What to produce — Below are the entries; return every line among them that holds the word "Indah".
*** Opening of Material provided ***
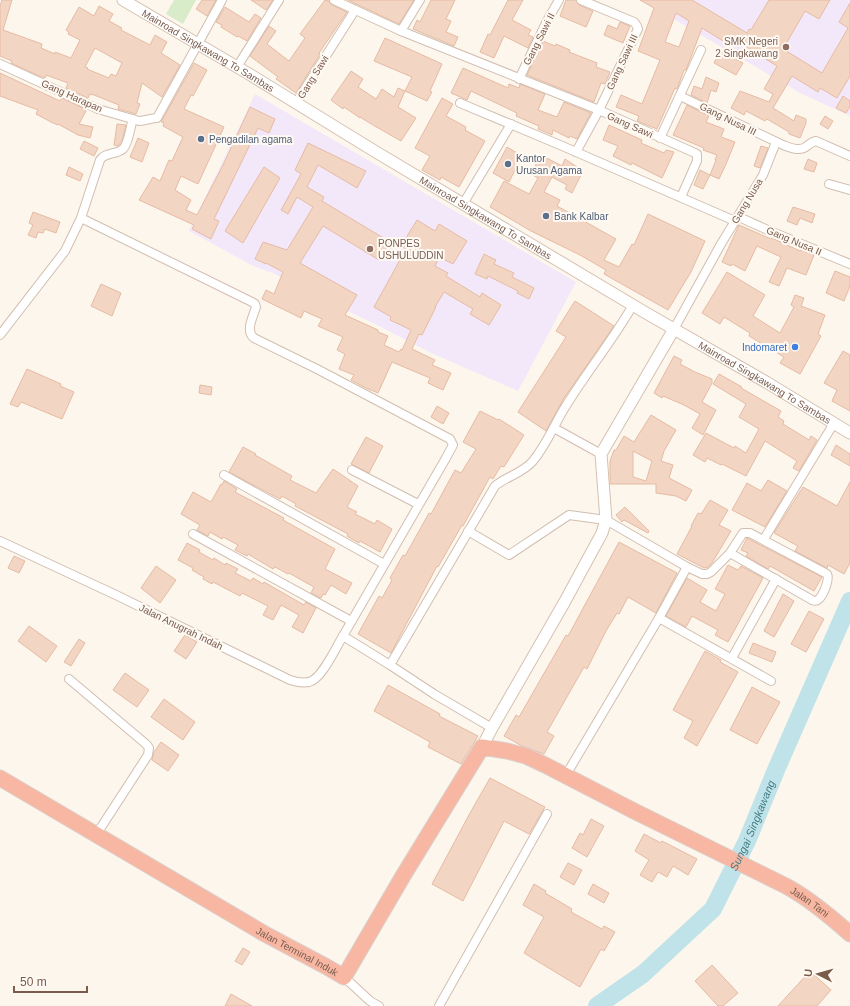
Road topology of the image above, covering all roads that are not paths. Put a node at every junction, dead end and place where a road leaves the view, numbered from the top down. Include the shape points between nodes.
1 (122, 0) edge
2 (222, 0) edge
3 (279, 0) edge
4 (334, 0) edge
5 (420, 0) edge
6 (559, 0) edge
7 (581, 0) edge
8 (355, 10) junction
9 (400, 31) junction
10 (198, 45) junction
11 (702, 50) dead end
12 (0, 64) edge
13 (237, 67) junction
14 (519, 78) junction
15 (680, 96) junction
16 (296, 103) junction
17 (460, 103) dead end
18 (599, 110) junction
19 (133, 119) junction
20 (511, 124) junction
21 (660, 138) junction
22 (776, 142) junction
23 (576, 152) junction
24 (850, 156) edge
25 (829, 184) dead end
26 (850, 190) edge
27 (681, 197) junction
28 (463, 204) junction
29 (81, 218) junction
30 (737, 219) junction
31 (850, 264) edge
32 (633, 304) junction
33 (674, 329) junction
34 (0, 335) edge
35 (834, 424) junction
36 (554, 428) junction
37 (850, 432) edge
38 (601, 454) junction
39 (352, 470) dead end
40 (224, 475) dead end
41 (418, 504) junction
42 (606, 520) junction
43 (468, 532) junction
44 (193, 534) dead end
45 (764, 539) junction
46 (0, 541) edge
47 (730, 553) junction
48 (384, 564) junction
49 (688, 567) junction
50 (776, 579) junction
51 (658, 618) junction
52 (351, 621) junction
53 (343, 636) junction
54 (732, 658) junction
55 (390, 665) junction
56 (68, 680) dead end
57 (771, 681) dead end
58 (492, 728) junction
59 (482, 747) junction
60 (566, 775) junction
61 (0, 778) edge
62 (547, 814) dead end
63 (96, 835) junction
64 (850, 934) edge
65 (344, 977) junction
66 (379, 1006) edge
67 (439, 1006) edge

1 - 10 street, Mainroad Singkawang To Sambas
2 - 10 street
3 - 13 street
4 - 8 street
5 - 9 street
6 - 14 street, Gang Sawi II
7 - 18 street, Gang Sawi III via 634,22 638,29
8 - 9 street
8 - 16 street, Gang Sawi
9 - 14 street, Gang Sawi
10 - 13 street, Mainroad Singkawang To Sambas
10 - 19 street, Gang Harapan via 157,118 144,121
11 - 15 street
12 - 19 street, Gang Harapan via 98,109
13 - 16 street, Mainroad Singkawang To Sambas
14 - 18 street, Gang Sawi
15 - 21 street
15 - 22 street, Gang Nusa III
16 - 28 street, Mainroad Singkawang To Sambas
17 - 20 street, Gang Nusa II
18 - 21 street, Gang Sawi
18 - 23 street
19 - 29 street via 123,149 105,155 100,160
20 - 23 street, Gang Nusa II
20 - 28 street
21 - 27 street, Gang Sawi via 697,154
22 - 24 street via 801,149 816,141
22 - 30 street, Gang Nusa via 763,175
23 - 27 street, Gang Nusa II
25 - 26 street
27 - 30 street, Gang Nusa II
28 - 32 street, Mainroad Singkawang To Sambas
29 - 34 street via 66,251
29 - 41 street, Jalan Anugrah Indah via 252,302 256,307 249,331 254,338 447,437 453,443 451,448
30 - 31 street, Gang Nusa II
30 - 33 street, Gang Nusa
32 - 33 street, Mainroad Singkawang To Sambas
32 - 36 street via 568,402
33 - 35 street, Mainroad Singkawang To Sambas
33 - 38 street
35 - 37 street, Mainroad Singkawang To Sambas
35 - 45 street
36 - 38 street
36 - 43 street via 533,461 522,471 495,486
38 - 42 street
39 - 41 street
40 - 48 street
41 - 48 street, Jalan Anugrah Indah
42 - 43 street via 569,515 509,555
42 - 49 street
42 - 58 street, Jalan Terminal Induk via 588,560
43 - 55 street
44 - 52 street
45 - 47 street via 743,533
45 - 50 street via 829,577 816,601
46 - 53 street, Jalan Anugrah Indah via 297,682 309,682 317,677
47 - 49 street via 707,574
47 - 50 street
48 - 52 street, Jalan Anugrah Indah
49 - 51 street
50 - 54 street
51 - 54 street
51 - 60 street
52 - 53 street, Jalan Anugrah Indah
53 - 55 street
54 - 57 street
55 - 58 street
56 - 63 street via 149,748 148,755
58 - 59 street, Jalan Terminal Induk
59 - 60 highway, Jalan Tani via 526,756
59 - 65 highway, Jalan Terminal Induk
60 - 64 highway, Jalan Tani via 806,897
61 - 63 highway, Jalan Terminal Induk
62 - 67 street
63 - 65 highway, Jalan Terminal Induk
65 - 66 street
*** Close of Material provided ***
Answer to this exercise —
29 - 41 street, Jalan Anugrah Indah via 252,302 256,307 249,331 254,338 447,437 453,443 451,448
41 - 48 street, Jalan Anugrah Indah
46 - 53 street, Jalan Anugrah Indah via 297,682 309,682 317,677
48 - 52 street, Jalan Anugrah Indah
52 - 53 street, Jalan Anugrah Indah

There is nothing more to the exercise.